▶ **WHAT YOU NEED TO DO**:
Transcribe the records that follow. Keep every word exactly, and drop the pictures.

++++++++++

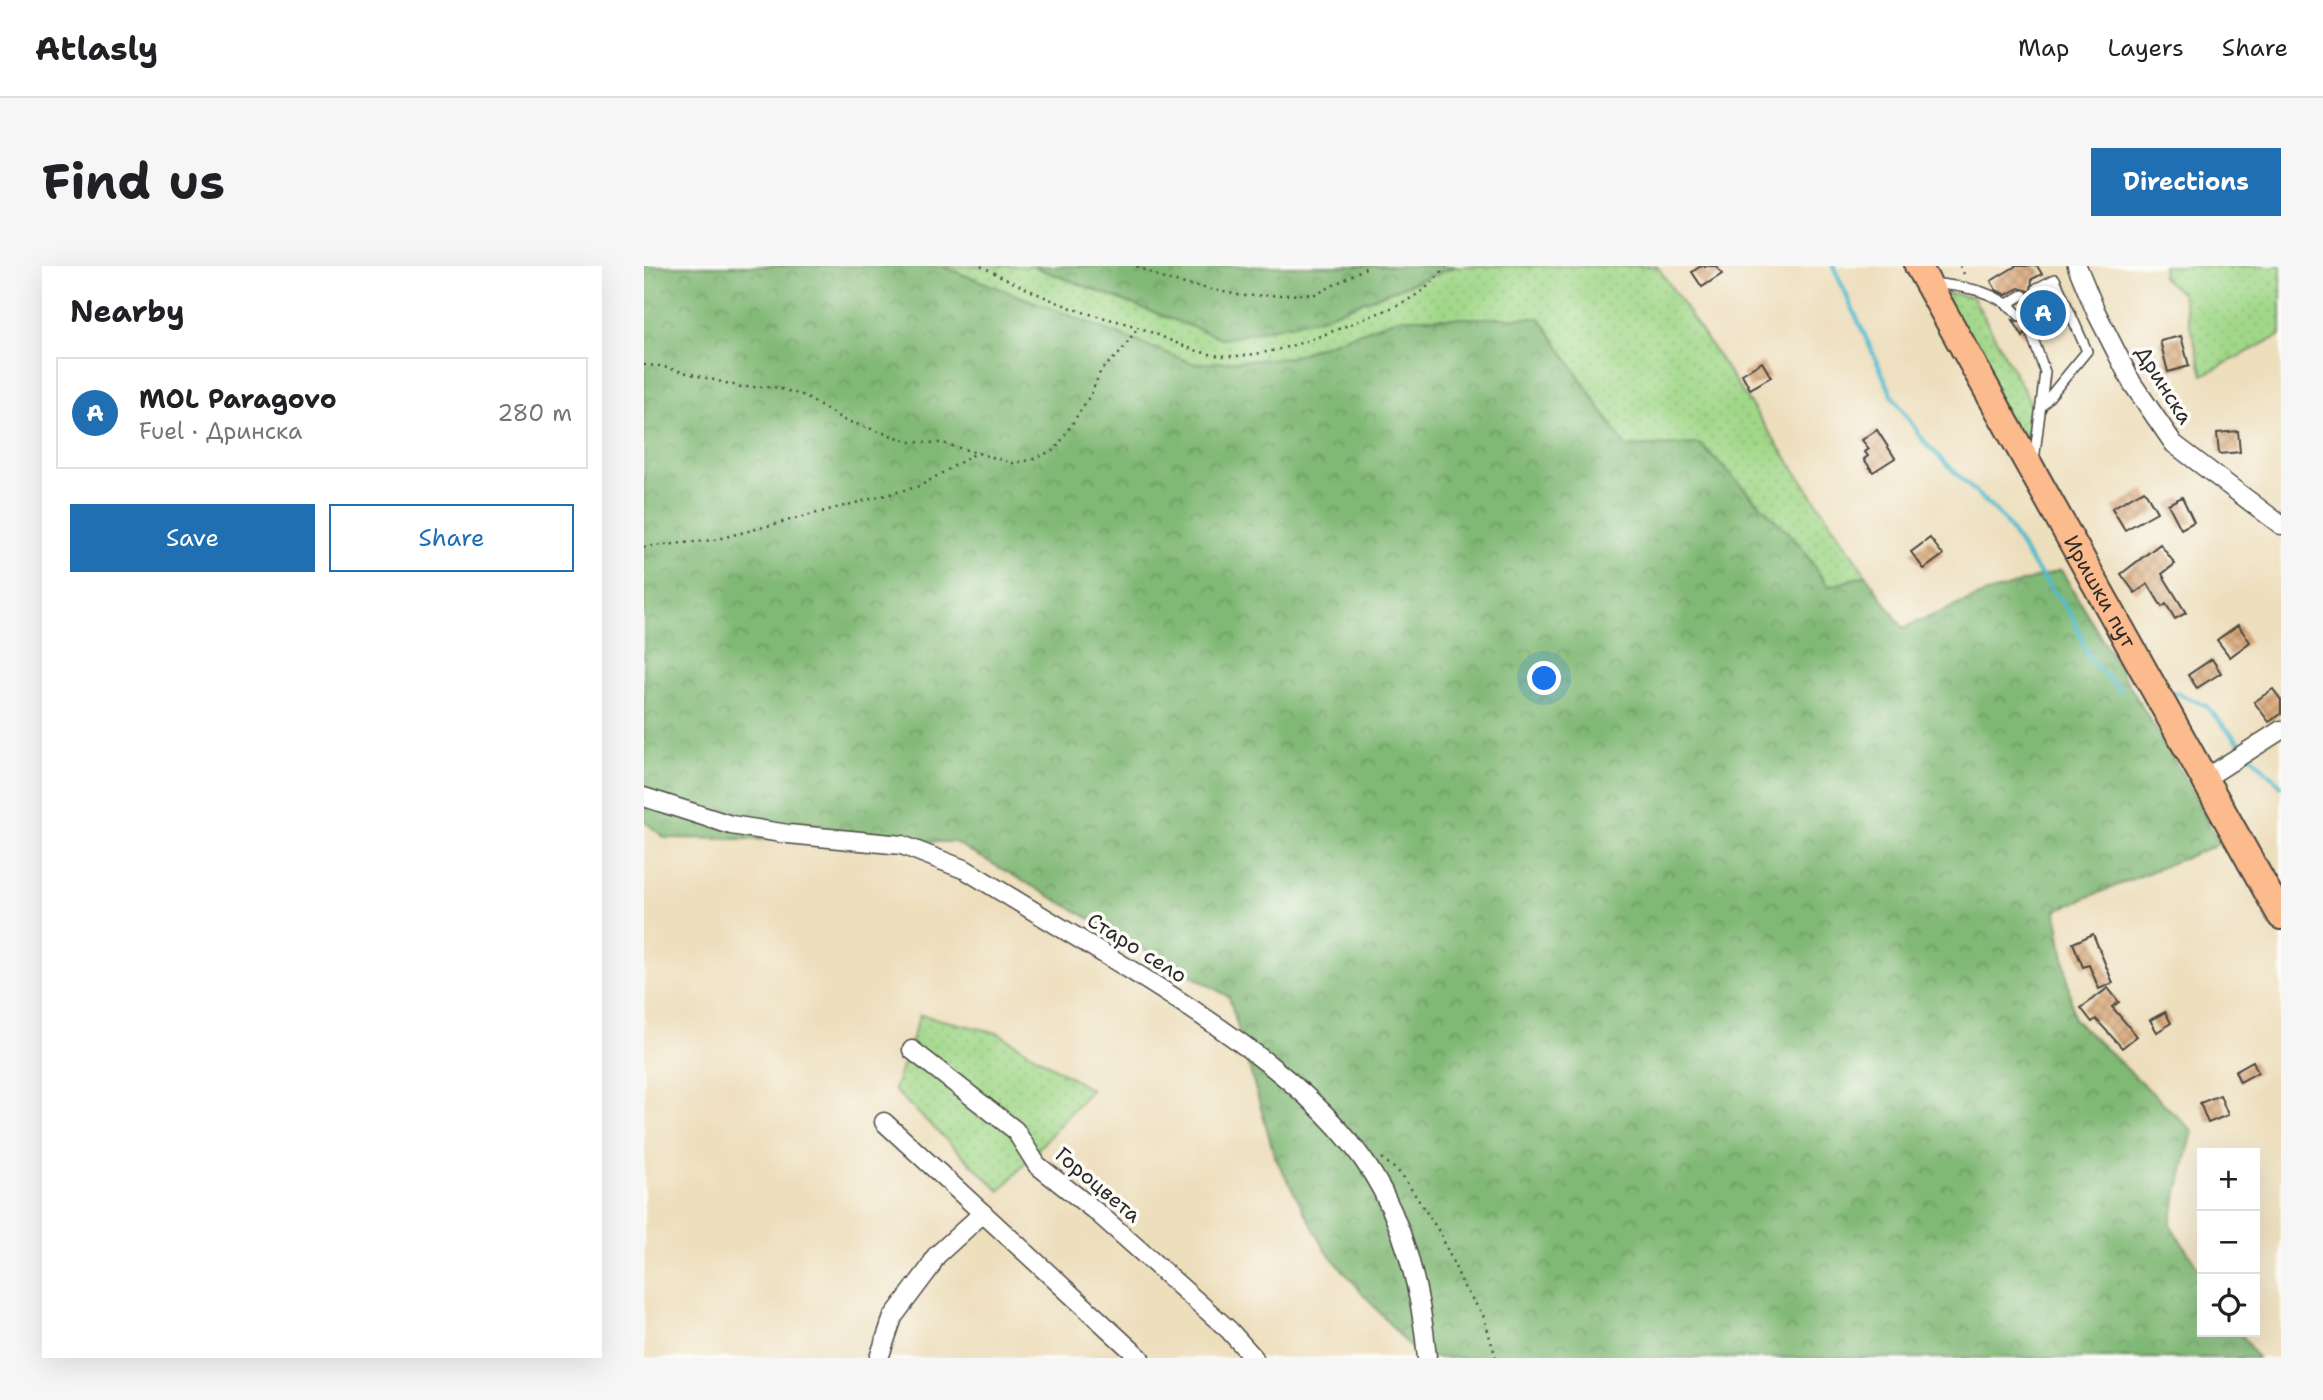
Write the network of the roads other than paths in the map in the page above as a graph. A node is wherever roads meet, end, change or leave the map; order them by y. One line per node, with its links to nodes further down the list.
1 (2077, 266): 10 (street, Дринска)
2 (1922, 274): 5 (lane); 9 (main road, Иришки пут)
3 (2038, 288): 8 (lane)
4 (2024, 295): 5 (lane)
5 (2007, 304): 6 (lane)
6 (2020, 316)
7 (2031, 333): 8 (lane)
8 (2041, 407): 9 (lane)
9 (2031, 473): 12 (main road, Иришки пут)
10 (2281, 525)
11 (2281, 730): 12 (street)
12 (2204, 779): 14 (main road, Иришки пут)
13 (644, 797): 21 (street, Старо село)
14 (2281, 916)
15 (912, 1049): 20 (street, Гороцвета)
16 (884, 1122): 17 (street)
17 (983, 1213): 18 (street); 19 (street)
18 (879, 1358)
19 (1140, 1358)
20 (1254, 1358)
21 (1427, 1358)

++++++++++

▶ **WRITTEN ANSWER**:
Write the network of the roads other than paths in the map in the page above as a graph. A node is wherever roads meet, end, change or leave the map; order them by y. One line per node, with its links to nodes further down the list.
1 (2077, 266): 10 (street, Дринска)
2 (1922, 274): 5 (lane); 9 (main road, Иришки пут)
3 (2038, 288): 8 (lane)
4 (2024, 295): 5 (lane)
5 (2007, 304): 6 (lane)
6 (2020, 316)
7 (2031, 333): 8 (lane)
8 (2041, 407): 9 (lane)
9 (2031, 473): 12 (main road, Иришки пут)
10 (2281, 525)
11 (2281, 730): 12 (street)
12 (2204, 779): 14 (main road, Иришки пут)
13 (644, 797): 21 (street, Старо село)
14 (2281, 916)
15 (912, 1049): 20 (street, Гороцвета)
16 (884, 1122): 17 (street)
17 (983, 1213): 18 (street); 19 (street)
18 (879, 1358)
19 (1140, 1358)
20 (1254, 1358)
21 (1427, 1358)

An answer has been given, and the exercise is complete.